Siguió a Grace a toda prisa y se sentó a su lado. Quedaron sentadas muy juntas, tiesas y con aspecto de sentirse incómodas.
– Qué cuadro más atractivo forman las dos -comentó él, porque, francamente, ¿cómo podría no embromarlas?-. Y yo sin mis óleos.
– ¿Pinta, señor Audley? -preguntó lady Amelia.
– Ay de mí, no, pero he estado pensando en tomar unas cuantas clases. Es una actividad noble para un caballero, ¿no les parece?
– Ah, sí, desde luego.
Se hizo un silencio, y lady Amelia le dio un codazo a Grace.
– El señor Audley aprecia muchísimo el arte -soltó Grace.
– Entonces debe de estar disfrutando de su estancia en Belgrave -dijo lady Amelia.
Su cara era el cuadro perfecto de afable interés. Él pensó cuánto tiempo le habría llevado perfeccionar esa expresión. Como hija de un conde, tendría muchísimas obligaciones sociales.

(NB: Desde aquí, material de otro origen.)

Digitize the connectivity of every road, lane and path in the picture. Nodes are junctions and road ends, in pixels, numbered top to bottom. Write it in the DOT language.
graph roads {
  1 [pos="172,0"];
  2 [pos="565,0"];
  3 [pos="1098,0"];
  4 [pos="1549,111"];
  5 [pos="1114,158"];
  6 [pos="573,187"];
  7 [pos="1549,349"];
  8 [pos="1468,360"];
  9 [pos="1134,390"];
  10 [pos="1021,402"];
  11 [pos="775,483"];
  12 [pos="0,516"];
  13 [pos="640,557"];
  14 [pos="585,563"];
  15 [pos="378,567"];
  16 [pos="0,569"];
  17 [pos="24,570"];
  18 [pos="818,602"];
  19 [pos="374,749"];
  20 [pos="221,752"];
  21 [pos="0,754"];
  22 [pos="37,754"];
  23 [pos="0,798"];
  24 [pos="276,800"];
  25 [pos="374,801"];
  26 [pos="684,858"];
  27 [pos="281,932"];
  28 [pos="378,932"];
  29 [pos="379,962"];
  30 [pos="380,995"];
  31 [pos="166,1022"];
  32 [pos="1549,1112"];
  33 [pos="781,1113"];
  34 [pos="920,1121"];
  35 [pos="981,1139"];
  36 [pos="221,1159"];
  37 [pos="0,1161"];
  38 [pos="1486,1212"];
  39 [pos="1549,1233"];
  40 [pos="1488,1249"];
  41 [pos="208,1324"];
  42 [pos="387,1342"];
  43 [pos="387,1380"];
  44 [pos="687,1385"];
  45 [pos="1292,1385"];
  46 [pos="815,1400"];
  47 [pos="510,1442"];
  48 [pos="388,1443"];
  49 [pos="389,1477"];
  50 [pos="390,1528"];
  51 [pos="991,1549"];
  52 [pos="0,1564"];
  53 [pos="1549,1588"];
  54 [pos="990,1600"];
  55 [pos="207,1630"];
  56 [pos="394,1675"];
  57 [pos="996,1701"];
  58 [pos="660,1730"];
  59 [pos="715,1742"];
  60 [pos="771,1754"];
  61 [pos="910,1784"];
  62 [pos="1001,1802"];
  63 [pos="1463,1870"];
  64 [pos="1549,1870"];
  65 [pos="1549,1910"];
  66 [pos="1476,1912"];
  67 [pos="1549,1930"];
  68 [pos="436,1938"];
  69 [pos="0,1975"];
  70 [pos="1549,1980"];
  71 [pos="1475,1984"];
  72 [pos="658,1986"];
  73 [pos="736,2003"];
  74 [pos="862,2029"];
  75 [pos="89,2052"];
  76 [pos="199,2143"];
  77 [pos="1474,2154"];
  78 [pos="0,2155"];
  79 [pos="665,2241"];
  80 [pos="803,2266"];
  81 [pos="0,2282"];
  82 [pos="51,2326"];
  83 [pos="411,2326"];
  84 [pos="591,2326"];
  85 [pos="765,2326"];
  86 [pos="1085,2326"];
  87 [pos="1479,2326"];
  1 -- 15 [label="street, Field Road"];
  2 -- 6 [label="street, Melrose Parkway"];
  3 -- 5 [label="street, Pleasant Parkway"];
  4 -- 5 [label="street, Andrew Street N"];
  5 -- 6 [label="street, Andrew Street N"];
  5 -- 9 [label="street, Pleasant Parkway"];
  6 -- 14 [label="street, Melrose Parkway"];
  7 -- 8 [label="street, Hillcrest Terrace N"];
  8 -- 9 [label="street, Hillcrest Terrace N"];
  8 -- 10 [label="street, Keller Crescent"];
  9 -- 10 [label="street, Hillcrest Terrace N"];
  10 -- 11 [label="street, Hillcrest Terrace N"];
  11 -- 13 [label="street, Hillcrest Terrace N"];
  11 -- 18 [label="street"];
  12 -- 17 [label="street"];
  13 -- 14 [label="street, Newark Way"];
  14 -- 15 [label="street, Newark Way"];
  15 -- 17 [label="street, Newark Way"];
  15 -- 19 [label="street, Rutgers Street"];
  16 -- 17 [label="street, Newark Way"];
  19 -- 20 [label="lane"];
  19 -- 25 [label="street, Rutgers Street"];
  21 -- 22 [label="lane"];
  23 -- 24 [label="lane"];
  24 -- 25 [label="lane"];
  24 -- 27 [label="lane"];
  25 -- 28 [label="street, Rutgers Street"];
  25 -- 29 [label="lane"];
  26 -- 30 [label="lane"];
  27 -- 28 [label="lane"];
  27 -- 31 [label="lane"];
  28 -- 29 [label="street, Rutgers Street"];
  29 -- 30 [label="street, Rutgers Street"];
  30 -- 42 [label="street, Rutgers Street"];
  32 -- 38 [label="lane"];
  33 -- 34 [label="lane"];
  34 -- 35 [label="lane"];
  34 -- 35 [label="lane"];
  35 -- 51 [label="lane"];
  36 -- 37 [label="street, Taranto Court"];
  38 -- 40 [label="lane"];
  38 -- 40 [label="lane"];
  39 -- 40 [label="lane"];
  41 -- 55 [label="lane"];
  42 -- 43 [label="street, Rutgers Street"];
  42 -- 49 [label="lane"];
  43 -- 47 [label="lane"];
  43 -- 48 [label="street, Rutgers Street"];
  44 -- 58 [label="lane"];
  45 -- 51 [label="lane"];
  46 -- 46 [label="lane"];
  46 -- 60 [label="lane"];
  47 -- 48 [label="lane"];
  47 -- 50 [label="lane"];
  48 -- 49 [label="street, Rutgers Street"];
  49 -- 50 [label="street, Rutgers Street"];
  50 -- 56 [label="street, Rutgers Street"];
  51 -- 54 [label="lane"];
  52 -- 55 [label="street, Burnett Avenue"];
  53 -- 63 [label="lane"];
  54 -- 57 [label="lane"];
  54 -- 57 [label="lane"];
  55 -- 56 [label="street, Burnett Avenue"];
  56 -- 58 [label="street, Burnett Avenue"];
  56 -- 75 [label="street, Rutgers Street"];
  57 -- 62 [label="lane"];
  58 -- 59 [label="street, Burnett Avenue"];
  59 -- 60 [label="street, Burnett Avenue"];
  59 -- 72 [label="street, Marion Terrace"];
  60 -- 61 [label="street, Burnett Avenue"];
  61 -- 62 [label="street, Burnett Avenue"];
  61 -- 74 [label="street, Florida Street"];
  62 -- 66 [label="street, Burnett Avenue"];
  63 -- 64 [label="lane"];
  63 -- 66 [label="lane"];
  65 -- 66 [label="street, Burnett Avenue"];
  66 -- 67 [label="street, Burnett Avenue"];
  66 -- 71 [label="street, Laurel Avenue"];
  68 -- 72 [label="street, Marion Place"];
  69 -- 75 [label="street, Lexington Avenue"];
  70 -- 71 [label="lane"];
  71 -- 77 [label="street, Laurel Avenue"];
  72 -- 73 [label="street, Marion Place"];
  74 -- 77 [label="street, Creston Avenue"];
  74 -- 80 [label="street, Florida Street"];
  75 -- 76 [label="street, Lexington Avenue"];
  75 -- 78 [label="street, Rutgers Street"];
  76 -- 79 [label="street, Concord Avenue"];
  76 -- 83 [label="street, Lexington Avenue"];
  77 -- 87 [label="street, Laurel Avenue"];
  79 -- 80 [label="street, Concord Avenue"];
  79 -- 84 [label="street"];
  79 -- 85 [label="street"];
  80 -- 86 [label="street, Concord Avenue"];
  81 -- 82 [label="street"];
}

Se imaginaba que esa expresión, plácida, inmóvil aunque no hostil, le era muy útil.
– Espero con ilusión el recorrido para ver la colección -contestó-. La señorita Eversleigh ha consentido en enseñármela.
Lady Amelia se giró hacia Grace lo mejor que pudo, tomando en cuenta que estaban casi pegadas.
– Muy amable de tu parte, Grace.
Grace gruñó algo que tal vez pretendía ser una respuesta.
– Pensamos evitar los cupidos -dijo él.
– ¿Cupidos? -repitió lady Amelia.
Grace desvió la cara.
– He descubierto que no me gustan.
Lady Amelia lo miró con una expresión mezcla de irritación e incredulidad.
– ¿Qué tienen los cupidos que no le gustan?
Él se sentó en el brazo del sofá de enfrente.
– ¿No los encuentra algo peligrosos?
– ¿Bebés regordetes?
– Llevan armas letales.
– No son verdaderas flechas.
– ¿Qué le parecen a usted, señorita Eversleigh? -preguntó él, en otro intento de hacerla participar en la conversación.
– No suelo pensar en los cupidos -repuso ella, secamente.
– Sin embargo, hemos hablado de ellos dos veces.
– Porque usted ha sacado el tema.
– Mi vestidor está francamente lleno de ellos -explicó él a lady Amelia.
Esta giró la cara hacia Grace.
– ¿Has estado en su vestidor?
– No con él -dijo Grace, con bastante brusquedad-. Pero lo he visto.
Jack sonrió para su coleto, pensando qué decía de él que le gustara tanto crear problemas.
– Perdón -masculló Grace, avergonzada de su exabrupto.
– Señor Audley -dijo lady Amelia, mirándolo muy resuelta.
– Lady Amelia.
– ¿Sería de muy mala educación si la señorita Eversleigh y yo diéramos una vuelta por el salón?
– Claro que no -dijo él, aunque en la cara de ella veía que sí lo consideraba de mala educación.
Pero no le importaba. Si las damas querían contarse secretos, de ninguna manera él haría algo por estorbarlas. Además, disfrutaba viendo caminar a Grace.
– Gracias por su comprensión -dijo lady Amelia, y acto seguido se cogió del brazo de Grace y se levantó, levantándola a ella-. Siento la necesidad de estirar las piernas, y creo que su paso sería demasiado enérgico para una dama.
Cómo había podido decir eso sin atragantarse con la lengua, no lo sabía. Pero se limitó a sonreír y a observarlas avanzar hacia la ventana, caminando muy juntas, alejándose de él hasta que estuvieron fuera del alcance de sus oídos.